In event-driven systems, events are contracts.
A service publishes an event. Other services consume it. Those consumers may belong to different teams, different systems, or different parts of the business.
That means an event is not just an internal implementation detail.
Once other systems depend on it, the event schema becomes part of the architecture.
And like every contract, it needs to evolve carefully.
Imagine a service publishes this event:
{
"eventType": "OrderCreated",
"eventVersion": 1,
"orderId": "order_123",
"customerId": "customer_456",
"amount": 49.99
}
Several consumers use it:
Payment Service
Inventory Service
Email Service
Analytics Service
CRM integration
Later, the Order Service team decides to rename amount to totalAmount.
The new event becomes:
{
"eventType": "OrderCreated",
"eventVersion": 1,
"orderId": "order_123",
"customerId": "customer_456",
"totalAmount": 49.99
}
That looks like a small cleanup.
But every consumer expecting amount may now fail.
A small schema change can break multiple services.

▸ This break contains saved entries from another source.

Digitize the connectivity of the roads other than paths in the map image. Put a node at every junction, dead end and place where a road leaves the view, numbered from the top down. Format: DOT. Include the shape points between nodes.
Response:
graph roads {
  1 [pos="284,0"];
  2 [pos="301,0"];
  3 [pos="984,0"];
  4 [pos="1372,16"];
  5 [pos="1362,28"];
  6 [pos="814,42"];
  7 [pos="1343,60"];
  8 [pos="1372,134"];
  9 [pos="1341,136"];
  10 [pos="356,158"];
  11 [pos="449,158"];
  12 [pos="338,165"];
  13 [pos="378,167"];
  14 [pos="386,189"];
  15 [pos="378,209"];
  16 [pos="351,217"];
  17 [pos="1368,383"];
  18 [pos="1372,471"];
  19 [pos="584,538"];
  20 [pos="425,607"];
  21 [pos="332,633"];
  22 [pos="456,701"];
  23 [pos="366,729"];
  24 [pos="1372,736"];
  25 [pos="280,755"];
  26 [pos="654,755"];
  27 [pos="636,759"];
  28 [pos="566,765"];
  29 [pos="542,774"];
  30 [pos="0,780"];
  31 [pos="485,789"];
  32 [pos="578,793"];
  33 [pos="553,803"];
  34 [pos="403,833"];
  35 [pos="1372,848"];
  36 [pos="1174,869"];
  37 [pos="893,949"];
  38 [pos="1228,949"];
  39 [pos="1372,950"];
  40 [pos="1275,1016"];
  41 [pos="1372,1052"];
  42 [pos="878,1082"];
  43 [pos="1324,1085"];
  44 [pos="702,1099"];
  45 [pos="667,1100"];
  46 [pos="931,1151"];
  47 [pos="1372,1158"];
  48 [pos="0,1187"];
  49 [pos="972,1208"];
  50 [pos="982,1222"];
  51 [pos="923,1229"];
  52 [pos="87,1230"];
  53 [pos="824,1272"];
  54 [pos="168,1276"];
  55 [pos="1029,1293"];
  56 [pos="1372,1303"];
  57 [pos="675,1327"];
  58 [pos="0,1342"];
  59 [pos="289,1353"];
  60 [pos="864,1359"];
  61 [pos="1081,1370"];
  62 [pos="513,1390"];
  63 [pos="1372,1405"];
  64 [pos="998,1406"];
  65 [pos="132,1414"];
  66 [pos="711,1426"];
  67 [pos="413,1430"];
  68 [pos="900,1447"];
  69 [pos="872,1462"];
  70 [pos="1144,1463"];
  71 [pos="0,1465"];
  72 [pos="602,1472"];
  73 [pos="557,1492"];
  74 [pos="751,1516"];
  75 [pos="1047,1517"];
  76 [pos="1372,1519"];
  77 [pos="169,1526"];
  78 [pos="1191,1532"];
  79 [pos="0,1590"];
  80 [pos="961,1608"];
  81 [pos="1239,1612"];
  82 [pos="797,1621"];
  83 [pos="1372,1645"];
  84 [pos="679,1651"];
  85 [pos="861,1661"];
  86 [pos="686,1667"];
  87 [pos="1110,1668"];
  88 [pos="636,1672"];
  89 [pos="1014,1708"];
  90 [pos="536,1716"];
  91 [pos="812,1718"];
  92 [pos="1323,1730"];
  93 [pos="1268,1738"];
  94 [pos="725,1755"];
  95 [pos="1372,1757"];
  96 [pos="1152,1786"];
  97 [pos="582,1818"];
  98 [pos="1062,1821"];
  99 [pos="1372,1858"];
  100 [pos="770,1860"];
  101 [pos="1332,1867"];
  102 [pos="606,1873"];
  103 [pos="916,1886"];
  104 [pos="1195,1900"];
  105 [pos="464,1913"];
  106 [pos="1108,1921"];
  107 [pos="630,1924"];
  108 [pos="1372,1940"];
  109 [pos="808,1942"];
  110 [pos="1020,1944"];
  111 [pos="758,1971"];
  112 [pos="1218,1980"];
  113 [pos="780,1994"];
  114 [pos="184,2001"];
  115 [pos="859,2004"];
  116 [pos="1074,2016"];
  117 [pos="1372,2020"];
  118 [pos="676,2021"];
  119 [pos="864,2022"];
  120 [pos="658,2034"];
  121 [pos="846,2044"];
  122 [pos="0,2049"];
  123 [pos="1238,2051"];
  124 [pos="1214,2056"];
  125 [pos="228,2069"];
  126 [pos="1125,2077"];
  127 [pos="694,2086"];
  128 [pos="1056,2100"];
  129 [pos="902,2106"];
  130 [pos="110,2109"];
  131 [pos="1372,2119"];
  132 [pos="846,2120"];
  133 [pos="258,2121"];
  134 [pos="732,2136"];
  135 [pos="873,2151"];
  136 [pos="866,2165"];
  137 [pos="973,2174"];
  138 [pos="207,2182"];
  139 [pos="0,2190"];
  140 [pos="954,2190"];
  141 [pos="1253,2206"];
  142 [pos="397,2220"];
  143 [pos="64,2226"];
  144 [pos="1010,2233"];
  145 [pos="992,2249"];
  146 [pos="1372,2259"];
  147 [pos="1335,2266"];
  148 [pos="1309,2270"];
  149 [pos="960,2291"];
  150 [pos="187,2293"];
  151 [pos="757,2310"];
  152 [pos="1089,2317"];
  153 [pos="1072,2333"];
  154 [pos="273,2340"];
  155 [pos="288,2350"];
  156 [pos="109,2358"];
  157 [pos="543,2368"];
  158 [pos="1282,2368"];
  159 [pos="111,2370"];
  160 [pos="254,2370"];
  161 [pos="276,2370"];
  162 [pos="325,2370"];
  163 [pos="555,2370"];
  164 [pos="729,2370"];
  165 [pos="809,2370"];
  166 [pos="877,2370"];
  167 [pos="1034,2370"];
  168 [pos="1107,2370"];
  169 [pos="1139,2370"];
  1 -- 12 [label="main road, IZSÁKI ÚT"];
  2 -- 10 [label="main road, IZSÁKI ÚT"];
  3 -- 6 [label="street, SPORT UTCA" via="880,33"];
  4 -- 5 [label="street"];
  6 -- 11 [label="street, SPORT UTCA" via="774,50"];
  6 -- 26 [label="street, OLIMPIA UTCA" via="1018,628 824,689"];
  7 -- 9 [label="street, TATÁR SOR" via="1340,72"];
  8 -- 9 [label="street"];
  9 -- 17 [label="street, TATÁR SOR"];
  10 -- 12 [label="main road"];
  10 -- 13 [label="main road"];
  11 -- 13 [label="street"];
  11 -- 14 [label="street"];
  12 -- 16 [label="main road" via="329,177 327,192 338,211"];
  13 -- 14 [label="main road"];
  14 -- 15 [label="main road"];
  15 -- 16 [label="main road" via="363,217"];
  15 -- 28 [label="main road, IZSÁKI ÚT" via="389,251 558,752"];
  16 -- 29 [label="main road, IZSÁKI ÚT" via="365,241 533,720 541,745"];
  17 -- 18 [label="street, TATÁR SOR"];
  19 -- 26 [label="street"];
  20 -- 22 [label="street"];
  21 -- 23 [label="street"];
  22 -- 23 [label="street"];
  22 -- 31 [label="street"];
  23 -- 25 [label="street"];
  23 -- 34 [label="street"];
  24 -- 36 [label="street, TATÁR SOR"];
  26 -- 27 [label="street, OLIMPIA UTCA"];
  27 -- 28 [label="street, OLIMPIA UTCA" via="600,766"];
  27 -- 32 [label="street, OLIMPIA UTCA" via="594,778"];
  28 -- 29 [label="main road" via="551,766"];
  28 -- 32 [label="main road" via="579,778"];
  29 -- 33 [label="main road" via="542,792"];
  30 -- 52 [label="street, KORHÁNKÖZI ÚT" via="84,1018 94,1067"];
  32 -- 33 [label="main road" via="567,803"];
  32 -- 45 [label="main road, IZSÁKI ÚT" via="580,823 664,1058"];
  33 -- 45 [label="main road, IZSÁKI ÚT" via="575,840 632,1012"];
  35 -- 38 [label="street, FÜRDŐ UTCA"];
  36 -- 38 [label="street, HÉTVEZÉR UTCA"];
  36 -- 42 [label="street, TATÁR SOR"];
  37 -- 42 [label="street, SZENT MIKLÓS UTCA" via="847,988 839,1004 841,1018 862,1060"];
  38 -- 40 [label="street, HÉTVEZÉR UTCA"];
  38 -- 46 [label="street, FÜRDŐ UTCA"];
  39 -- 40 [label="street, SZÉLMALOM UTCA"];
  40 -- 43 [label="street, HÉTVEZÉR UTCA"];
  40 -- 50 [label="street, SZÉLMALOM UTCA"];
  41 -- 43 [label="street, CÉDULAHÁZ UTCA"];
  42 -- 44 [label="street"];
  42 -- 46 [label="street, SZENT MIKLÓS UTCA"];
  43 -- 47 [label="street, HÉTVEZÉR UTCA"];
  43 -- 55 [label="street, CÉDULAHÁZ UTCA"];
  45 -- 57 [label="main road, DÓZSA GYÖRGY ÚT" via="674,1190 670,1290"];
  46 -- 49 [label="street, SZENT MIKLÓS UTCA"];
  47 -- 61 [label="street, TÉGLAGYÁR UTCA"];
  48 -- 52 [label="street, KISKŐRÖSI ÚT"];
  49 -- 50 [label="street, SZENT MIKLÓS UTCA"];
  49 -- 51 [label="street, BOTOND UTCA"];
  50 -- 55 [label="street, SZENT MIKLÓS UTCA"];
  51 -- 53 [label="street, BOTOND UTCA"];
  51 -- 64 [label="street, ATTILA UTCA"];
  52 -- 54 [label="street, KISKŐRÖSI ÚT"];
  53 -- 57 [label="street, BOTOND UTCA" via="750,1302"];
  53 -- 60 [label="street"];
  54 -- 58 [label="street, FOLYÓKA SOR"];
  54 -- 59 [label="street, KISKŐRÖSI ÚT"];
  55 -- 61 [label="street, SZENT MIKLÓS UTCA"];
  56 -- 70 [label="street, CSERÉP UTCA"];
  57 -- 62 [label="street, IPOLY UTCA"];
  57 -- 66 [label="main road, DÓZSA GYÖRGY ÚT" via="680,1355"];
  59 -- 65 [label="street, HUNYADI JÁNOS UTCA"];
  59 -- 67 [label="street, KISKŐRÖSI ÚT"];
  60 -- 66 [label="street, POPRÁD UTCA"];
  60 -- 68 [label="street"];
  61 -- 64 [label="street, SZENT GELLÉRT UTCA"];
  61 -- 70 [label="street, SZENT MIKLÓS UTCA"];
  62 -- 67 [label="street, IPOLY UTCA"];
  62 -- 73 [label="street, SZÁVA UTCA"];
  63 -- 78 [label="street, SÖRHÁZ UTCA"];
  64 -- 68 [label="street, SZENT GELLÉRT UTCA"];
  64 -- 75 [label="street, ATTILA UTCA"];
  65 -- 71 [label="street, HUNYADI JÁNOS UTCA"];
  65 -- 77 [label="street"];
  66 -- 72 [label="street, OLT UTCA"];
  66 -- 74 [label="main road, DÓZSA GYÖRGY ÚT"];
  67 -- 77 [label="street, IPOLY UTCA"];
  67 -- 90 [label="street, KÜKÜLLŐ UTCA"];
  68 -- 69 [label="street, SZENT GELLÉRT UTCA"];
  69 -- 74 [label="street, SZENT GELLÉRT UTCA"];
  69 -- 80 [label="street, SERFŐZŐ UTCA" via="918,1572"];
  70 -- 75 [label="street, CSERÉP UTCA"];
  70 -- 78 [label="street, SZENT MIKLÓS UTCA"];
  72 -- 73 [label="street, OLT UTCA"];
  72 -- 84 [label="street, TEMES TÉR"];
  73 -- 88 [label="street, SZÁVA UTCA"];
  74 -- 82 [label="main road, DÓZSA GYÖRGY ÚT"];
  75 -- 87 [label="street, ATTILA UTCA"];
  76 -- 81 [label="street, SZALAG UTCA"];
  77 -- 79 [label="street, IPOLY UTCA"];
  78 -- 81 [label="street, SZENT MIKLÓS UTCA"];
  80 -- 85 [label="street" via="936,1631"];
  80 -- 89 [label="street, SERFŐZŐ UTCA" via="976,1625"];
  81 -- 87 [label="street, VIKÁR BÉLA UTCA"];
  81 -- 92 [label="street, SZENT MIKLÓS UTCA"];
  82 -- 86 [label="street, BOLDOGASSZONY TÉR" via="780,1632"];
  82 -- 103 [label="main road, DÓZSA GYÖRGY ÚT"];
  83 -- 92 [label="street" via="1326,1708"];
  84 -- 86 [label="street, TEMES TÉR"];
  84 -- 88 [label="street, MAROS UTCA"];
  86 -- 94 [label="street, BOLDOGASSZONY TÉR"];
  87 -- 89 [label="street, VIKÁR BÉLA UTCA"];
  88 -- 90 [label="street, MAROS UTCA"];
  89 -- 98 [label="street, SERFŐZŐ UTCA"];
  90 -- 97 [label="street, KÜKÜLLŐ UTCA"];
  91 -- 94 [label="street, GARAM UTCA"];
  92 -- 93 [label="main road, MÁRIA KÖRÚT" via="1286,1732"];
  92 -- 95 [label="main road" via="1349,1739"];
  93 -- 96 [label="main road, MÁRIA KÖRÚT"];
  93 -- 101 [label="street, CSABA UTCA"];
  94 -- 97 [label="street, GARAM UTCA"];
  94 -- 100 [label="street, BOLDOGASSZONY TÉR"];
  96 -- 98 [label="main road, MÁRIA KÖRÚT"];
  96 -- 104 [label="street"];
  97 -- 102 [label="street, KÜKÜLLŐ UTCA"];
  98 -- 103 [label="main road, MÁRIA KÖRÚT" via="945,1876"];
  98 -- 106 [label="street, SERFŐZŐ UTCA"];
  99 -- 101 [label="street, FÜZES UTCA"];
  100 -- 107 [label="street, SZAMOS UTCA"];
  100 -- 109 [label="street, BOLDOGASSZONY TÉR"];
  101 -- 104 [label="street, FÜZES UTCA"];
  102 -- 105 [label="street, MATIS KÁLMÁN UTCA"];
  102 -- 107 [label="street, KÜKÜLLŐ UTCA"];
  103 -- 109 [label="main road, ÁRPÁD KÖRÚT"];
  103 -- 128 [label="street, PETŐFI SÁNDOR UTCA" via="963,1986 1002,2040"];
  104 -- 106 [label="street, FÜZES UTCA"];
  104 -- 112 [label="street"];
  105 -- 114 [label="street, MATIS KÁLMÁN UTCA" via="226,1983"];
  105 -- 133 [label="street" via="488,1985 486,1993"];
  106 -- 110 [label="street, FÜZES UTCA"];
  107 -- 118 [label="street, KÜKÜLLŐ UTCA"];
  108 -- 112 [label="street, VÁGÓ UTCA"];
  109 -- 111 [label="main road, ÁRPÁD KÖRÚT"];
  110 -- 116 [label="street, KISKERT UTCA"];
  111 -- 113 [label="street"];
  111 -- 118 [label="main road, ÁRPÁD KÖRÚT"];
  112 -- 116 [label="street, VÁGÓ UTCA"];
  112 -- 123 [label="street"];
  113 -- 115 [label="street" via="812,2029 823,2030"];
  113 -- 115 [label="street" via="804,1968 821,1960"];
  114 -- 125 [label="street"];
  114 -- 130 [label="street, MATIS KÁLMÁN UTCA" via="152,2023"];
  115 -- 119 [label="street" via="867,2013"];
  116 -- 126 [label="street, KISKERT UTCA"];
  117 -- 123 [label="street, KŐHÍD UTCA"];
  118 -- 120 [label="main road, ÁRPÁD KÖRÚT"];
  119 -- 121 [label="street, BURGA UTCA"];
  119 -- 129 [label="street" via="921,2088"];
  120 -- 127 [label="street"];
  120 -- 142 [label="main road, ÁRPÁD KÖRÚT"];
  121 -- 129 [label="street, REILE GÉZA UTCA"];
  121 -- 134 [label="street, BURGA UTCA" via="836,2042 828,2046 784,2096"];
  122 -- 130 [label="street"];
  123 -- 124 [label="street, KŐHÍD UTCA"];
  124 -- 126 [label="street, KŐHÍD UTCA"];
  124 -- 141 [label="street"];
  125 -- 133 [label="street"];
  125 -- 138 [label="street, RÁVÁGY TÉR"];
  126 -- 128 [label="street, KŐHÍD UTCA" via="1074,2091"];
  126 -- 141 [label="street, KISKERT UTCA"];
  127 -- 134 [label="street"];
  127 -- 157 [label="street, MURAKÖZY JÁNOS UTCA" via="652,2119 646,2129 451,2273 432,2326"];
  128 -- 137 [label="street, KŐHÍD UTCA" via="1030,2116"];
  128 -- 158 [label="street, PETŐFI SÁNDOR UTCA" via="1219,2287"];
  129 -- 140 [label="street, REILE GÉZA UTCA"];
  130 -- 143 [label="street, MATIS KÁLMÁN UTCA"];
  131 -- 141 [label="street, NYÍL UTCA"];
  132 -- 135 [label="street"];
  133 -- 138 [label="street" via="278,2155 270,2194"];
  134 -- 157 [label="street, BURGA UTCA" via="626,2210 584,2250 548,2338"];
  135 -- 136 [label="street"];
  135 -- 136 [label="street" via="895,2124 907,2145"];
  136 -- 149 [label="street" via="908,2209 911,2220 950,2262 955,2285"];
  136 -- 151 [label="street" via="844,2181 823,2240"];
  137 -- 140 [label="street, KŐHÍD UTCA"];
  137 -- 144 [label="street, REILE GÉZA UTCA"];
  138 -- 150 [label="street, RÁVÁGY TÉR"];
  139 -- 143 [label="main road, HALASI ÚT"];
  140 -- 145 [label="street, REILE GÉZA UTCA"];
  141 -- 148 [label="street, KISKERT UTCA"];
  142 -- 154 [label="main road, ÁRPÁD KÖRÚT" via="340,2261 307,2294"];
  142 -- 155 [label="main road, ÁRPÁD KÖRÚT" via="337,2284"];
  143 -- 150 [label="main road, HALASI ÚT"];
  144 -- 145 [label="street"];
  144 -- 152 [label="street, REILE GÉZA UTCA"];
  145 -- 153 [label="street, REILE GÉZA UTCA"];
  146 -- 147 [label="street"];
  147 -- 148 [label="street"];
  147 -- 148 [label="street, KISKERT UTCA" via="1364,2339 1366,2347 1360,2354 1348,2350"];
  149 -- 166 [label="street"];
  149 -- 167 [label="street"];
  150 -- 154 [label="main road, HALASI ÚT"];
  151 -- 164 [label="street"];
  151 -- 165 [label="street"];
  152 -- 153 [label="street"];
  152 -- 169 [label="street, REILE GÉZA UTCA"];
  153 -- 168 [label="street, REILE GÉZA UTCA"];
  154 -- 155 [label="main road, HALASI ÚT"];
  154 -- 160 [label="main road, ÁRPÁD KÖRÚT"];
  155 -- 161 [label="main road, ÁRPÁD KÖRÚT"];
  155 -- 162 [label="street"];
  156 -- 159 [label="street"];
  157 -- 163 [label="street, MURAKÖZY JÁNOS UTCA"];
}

That is why event versioning matters.
One thing that makes event schemas tricky is that events often live longer than normal API responses.
Events may be:
Stored in Kafka topics
Saved in event stores
Written to audit logs
Archived for compliance
Replayed months later
Used to rebuild projections
Consumed by systems you forgot about
An API response is usually consumed immediately.
An event may be consumed now, retried later, replayed next month, or inspected years later.
That means schema changes need to consider not only current consumers, but also old messages that may still exist.
If you replay old events, your current consumer code may need to understand old schemas.
That is easy to forget.
A common mistake is to treat events like database records.
In a database, you can migrate a column.
For example:
Rename amount to total_amount
Then the application is updated to use the new column.
But events are different.
Old events may still exist with the old field name.
New events may use the new field name.
Consumers may need to handle both.
For example:
{
"eventVersion": 1,
"amount": 49.99
}
and:
{
"eventVersion": 2,
"totalAmount": 49.99
}
If consumers only support the latest shape, replaying old events can break them.
Events are historical facts. You should be careful when changing their meaning.
The safest changes are backward-compatible.
A backward-compatible change does not break existing consumers.
The most common example is adding an optional field.
For example:
{
"eventType": "OrderCreated",
"eventVersion": 1,
"orderId": "order_123",
"customerId": "customer_456",
"amount": 49.99,
"currency": "EUR"
}
If old consumers do not care about currency, they can ignore it.
That is usually safe.
Backward-compatible changes include:
Adding optional fields
Adding new event types
Adding metadata fields
Adding fields with sensible defaults
Extending enums carefully when consumers tolerate unknown values
These changes work when consumers are designed to ignore fields they do not understand.
That is a useful rule:
Consumers should ignore unknown fields.
Breaking changes are changes that can break existing consumers.
Examples include:
Renaming a field
Removing a field
Changing a field type
Changing the meaning of a field
Changing required fields
Changing the event type name
Changing enum values in an incompatible way
Changing the structure of nested data
For example:
{
"amount": 49.99
}
to:
{
"amount": {
"value": 49.99,
"currency": "EUR"
}
}
That may be a better model, but it is a breaking change.
Existing consumers expecting a number will fail.
The dangerous part is that breaking changes are often made with good intentions.
A field name is unclear.
A type is too limited.
The domain model changed.
A new requirement arrived.
The reason may be valid, but consumers still need a safe migration path.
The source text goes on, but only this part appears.